3. The excess liquid from the yoghurt will collect at the bottom of the bowl after the 2 hours (or however long you leave it) so tip the strained yoghurt into the mixing bowl of a stand mixer, or into another mixing bowl if you have a hand mixer. Add the vanilla paste and 2 tablespoons of the agave syrup. Mix until well blended then check for taste. If you’d like it a bit sweeter, add more agave syrup. (You can add more than the 4 tablespoons, but that’s enough for me.) Mix again until light and fluffy.
5. Remove the blackberries from the freezer and gently break them up.

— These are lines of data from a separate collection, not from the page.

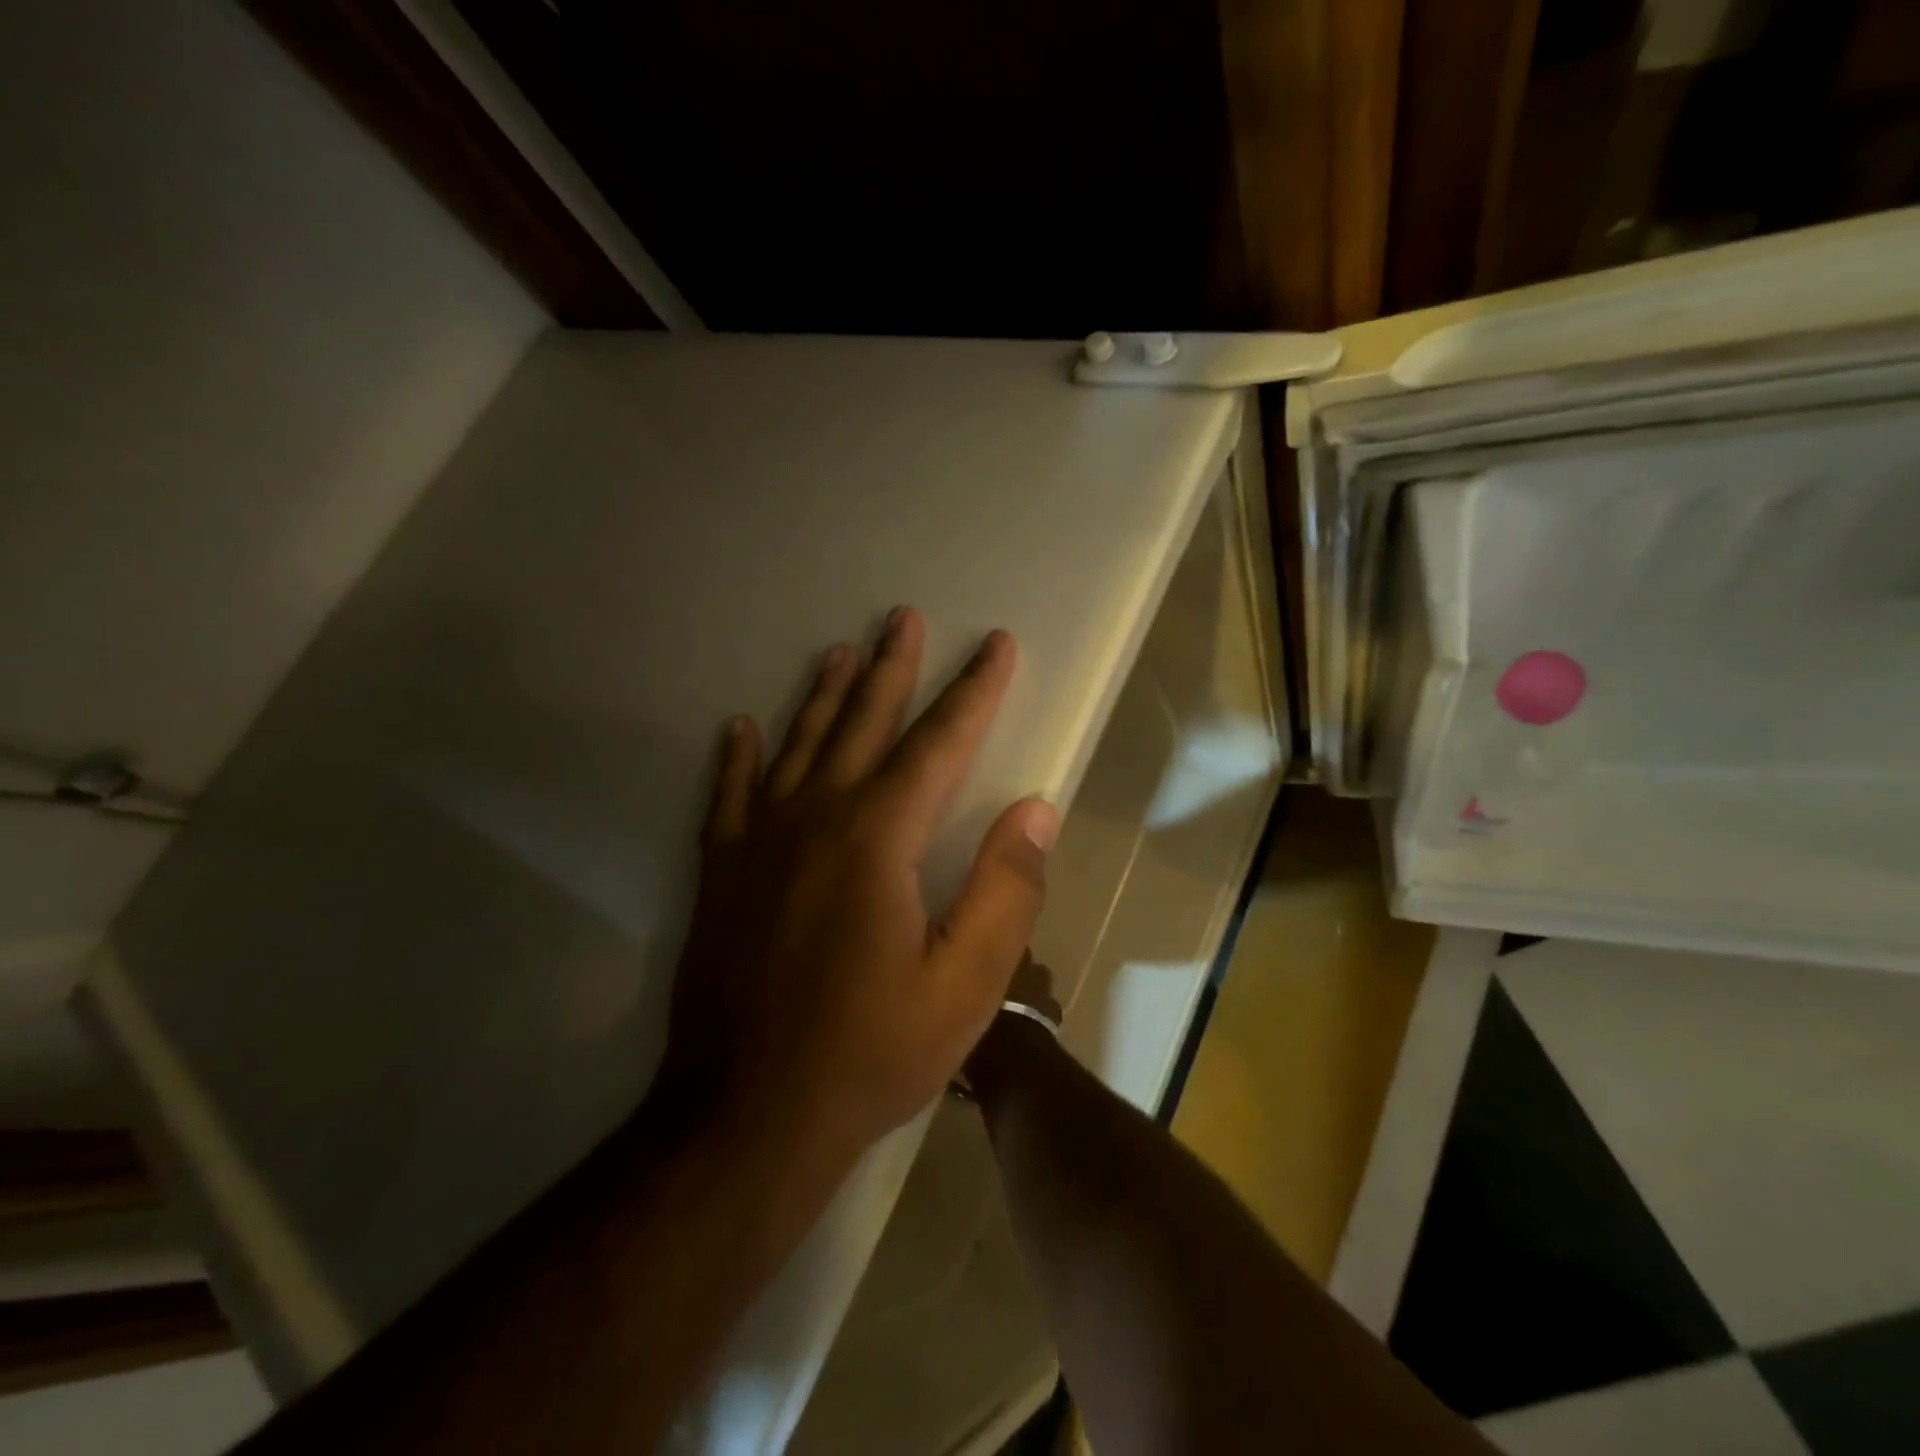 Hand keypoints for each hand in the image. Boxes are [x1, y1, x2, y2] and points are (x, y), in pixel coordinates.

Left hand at [659, 607, 1059, 1167]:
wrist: (745, 1116)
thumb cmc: (868, 1053)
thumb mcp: (963, 985)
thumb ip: (1005, 890)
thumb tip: (1036, 809)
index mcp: (878, 839)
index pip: (938, 743)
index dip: (974, 692)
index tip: (996, 645)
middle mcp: (815, 818)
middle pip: (862, 723)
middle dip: (891, 668)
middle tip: (902, 616)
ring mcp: (758, 842)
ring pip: (797, 745)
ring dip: (822, 694)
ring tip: (838, 650)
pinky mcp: (719, 873)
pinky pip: (729, 796)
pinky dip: (738, 758)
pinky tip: (740, 727) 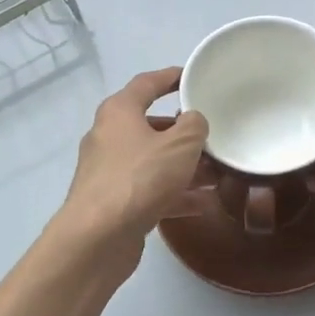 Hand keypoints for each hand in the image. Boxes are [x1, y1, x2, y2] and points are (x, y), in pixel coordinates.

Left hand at [61, 68, 210, 244]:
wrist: (97, 238)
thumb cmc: (139, 178)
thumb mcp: (180, 145)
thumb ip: (194, 126)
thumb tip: (193, 121)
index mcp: (119, 112)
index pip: (147, 84)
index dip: (170, 77)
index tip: (191, 77)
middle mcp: (109, 137)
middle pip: (151, 126)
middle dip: (184, 133)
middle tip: (213, 136)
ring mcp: (109, 172)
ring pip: (153, 161)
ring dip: (184, 167)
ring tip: (217, 173)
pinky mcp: (114, 203)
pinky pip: (150, 190)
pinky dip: (174, 194)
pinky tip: (203, 204) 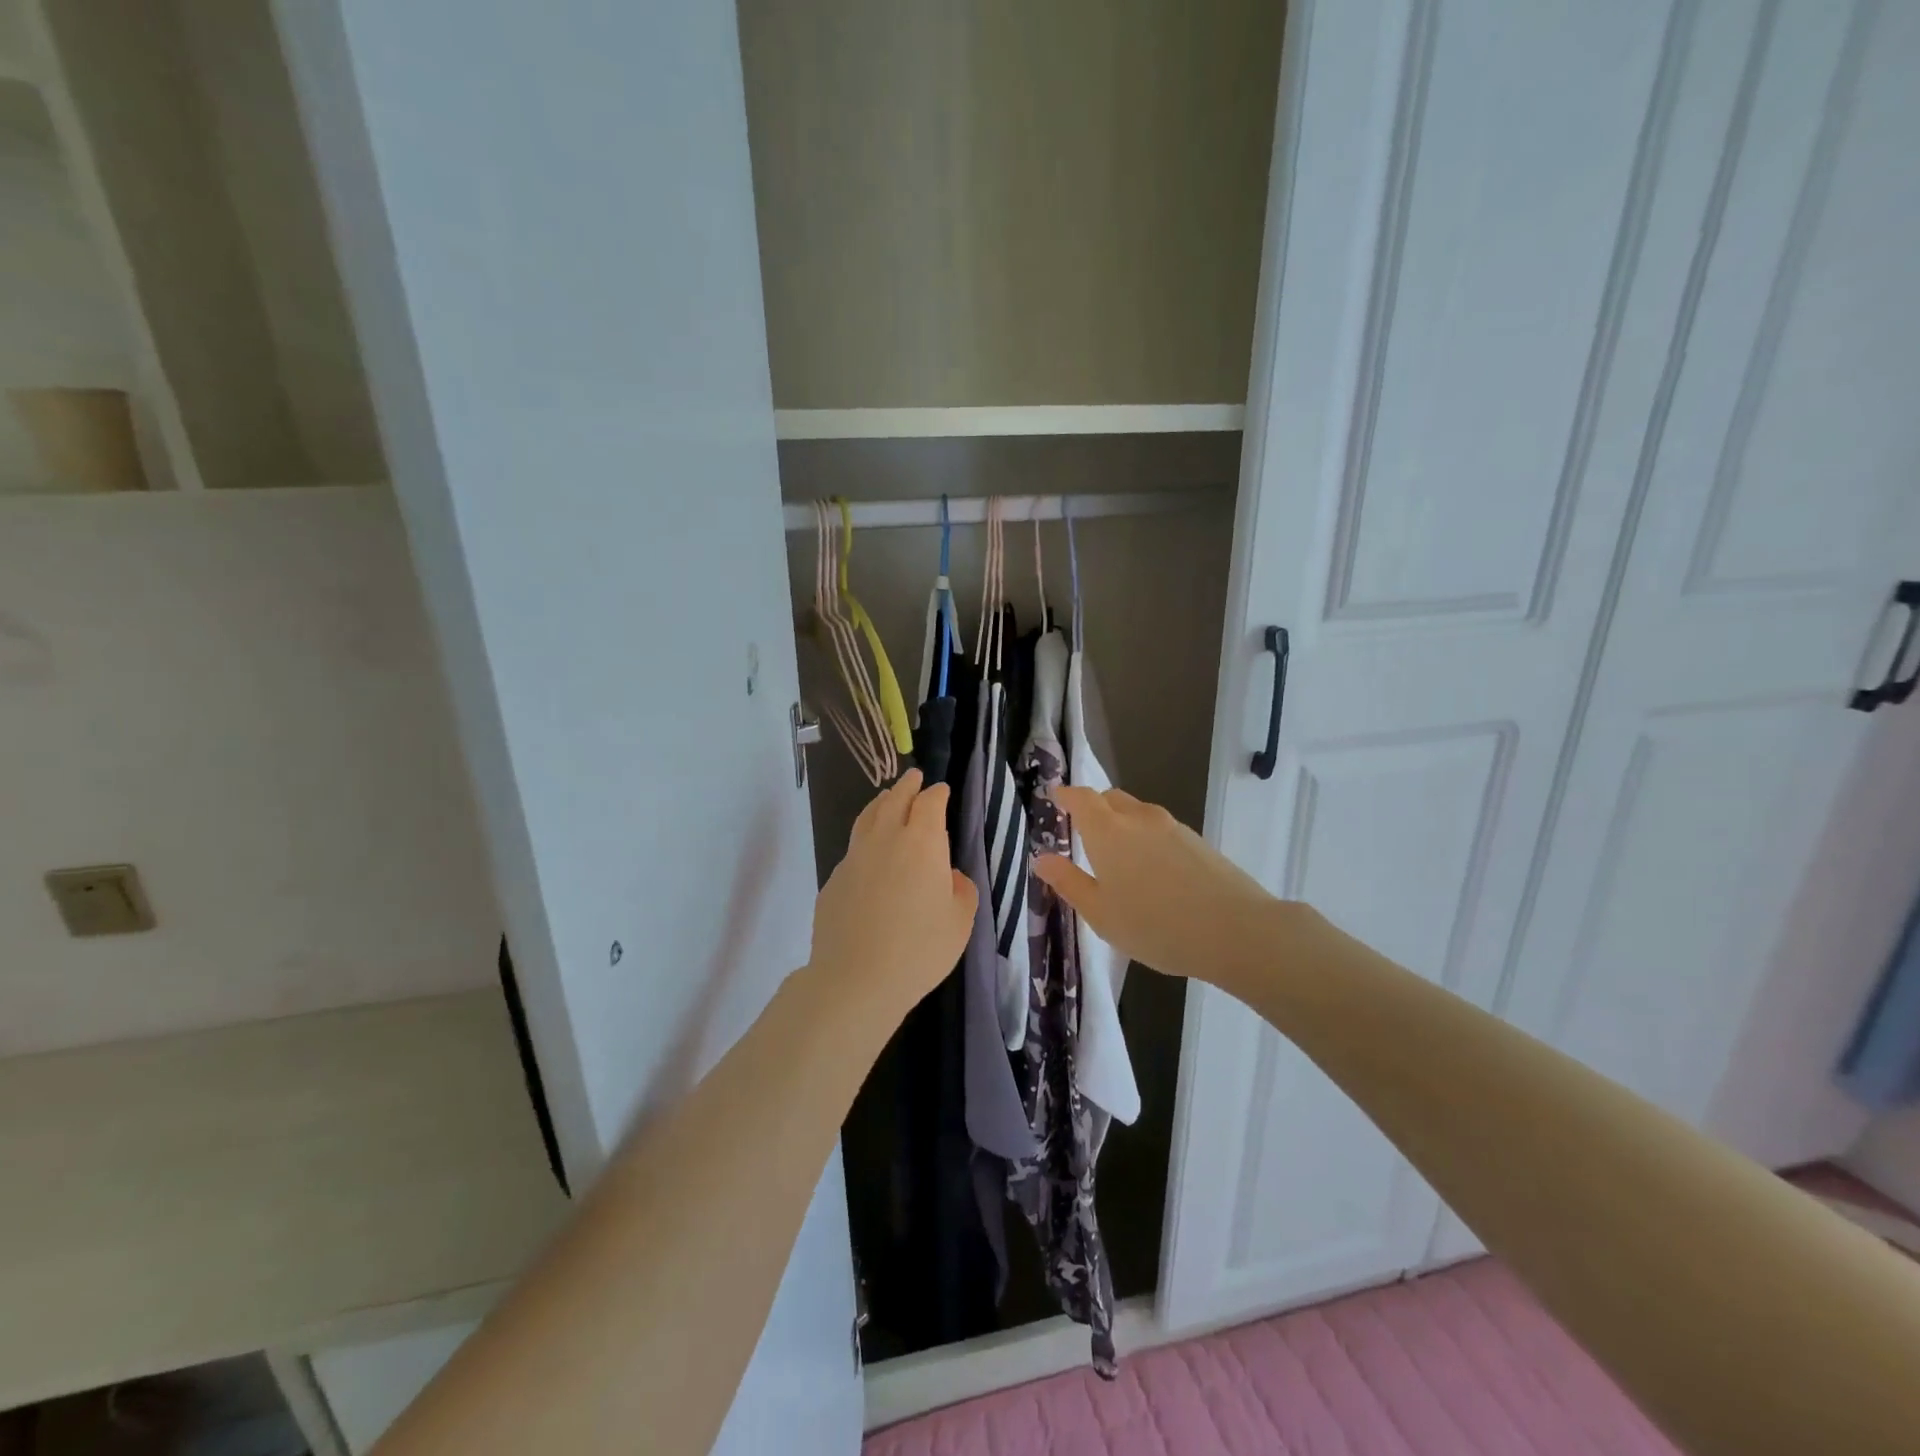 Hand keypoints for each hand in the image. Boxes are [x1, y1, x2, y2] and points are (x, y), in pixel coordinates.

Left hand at [807, 769, 976, 1032]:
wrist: (856, 978)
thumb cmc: (919, 949)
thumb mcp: (960, 922)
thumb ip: (961, 890)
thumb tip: (948, 875)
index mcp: (922, 843)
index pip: (929, 804)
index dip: (936, 794)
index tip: (941, 790)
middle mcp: (886, 839)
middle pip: (895, 800)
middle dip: (907, 786)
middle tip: (914, 777)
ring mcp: (854, 857)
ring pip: (867, 817)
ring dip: (881, 802)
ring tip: (887, 797)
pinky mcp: (834, 879)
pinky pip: (853, 847)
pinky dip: (865, 837)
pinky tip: (869, 851)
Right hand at [1032, 785, 1280, 987]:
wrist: (1236, 931)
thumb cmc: (1155, 926)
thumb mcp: (1101, 914)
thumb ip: (1069, 882)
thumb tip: (1041, 858)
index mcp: (1108, 831)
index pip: (1081, 798)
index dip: (1065, 796)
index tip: (1054, 799)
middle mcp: (1139, 819)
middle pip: (1110, 799)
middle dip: (1093, 808)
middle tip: (1082, 832)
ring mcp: (1173, 827)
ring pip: (1138, 813)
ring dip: (1122, 824)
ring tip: (1118, 857)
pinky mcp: (1198, 841)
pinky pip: (1160, 829)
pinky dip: (1147, 838)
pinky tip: (1152, 871) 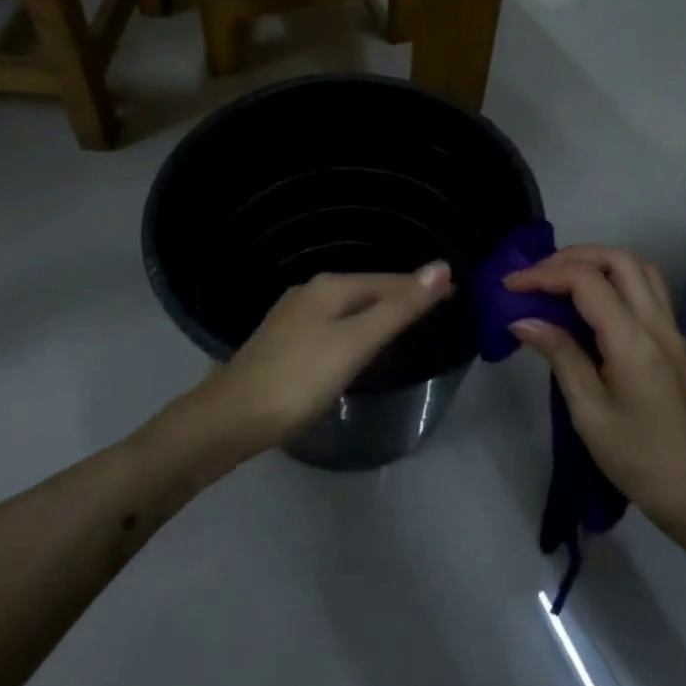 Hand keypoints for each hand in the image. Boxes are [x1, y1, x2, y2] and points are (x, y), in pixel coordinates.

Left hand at [188, 262, 455, 458]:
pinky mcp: (283, 342)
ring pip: (349, 307)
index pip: (388, 281)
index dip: (421, 286)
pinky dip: (357, 327)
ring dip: (380, 311)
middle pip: (368, 290)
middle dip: (402, 295)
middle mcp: (310, 292)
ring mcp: (293, 316)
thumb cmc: (299, 380)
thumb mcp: (355, 343)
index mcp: (330, 287)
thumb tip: (440, 267)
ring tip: (407, 321)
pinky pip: (334, 324)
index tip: (455, 291)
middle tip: (438, 306)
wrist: (230, 419)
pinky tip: (359, 342)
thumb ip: (398, 308)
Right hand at [503, 246, 685, 535]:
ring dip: (598, 263)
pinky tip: (591, 305)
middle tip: (536, 276)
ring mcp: (671, 330)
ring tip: (561, 281)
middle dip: (572, 257)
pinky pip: (648, 290)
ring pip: (638, 269)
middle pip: (618, 259)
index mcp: (633, 340)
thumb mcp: (589, 413)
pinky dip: (616, 280)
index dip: (543, 274)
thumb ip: (560, 356)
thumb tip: (523, 320)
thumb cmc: (640, 460)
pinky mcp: (675, 342)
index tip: (510, 286)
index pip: (586, 281)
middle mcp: (657, 323) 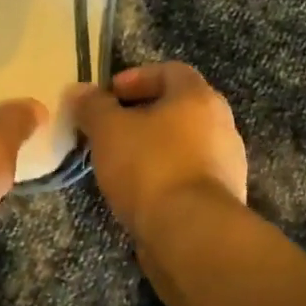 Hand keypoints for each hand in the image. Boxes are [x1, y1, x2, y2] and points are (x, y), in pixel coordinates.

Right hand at [68, 62, 247, 243]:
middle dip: (142, 115)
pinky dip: (165, 176)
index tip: (109, 94)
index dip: (137, 77)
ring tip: (121, 163)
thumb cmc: (150, 167)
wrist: (192, 234)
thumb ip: (93, 106)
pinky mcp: (223, 199)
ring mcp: (227, 164)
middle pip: (180, 108)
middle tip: (111, 128)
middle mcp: (221, 125)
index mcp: (199, 98)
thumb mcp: (109, 130)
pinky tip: (140, 193)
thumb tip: (78, 90)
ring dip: (154, 147)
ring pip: (184, 144)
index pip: (171, 71)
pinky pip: (189, 175) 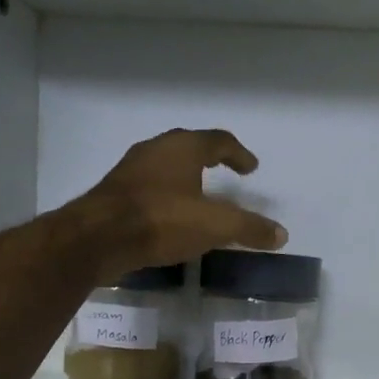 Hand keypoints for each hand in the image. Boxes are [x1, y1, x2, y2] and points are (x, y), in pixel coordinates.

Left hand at [72, 128, 285, 279]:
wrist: (98, 238)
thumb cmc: (161, 221)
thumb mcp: (214, 226)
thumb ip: (248, 228)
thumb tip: (281, 235)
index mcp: (183, 147)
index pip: (219, 141)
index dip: (238, 154)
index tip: (251, 168)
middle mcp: (155, 149)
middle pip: (189, 147)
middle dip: (209, 159)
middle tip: (224, 172)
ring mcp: (131, 170)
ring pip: (165, 167)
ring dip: (184, 178)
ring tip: (198, 197)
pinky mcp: (114, 194)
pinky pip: (148, 189)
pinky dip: (165, 197)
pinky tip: (168, 217)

5. Spoon the yoghurt mixture into a freezer-safe container with a lid. Slowly stir in the blackberries. Cover the container and place in the freezer.
7. After 45 minutes, remove from the freezer and stir the yoghurt mixture well, making sure to incorporate any frozen yoghurt or ice crystals that have formed along the sides or bottom of the container. Return to the freezer for another 45 minutes, then repeat the stirring procedure. Return to the freezer for a final 45 minutes.
8. To serve, remove from the freezer about 10 minutes before you want to eat it, then spoon into bowls or individual ramekins like the ones in the picture. You can also serve with cakes or pies – anything you’d usually serve with ice cream.
* I’ve also made frozen yoghurt using blueberries and raspberries and all three berries together. You can experiment with other fruit, obviously. If you fancy just a vanilla flavour, increase the amount of vanilla paste you use by half-teaspoons, checking until you have the right flavour.
* Since Greek-style yoghurt has already been strained before it is packaged, you don’t strictly need to strain it, but I do because it makes the frozen yoghurt taste much creamier.
* The same goes with whipping/whisking the yoghurt: it’s not necessary – as long as you make sure the vanilla paste and agave syrup are properly mixed in – but I find it makes the final texture much more like ice-cream.
*You also don’t need to partially freeze the fruit but doing so will stop it making the frozen yoghurt too watery and therefore icy and difficult to serve once set.
*Generally the frozen yoghurt gets eaten quite quickly in our house but you can keep it for a couple of weeks.
* You can use Golden Syrup or honey if you prefer in place of Agave Syrup.
* I use Yeo Valley Organic Greek-Style Yoghurt, Neilsen-Massey Vanilla Paste and The Groovy Food Company Agave Syrup.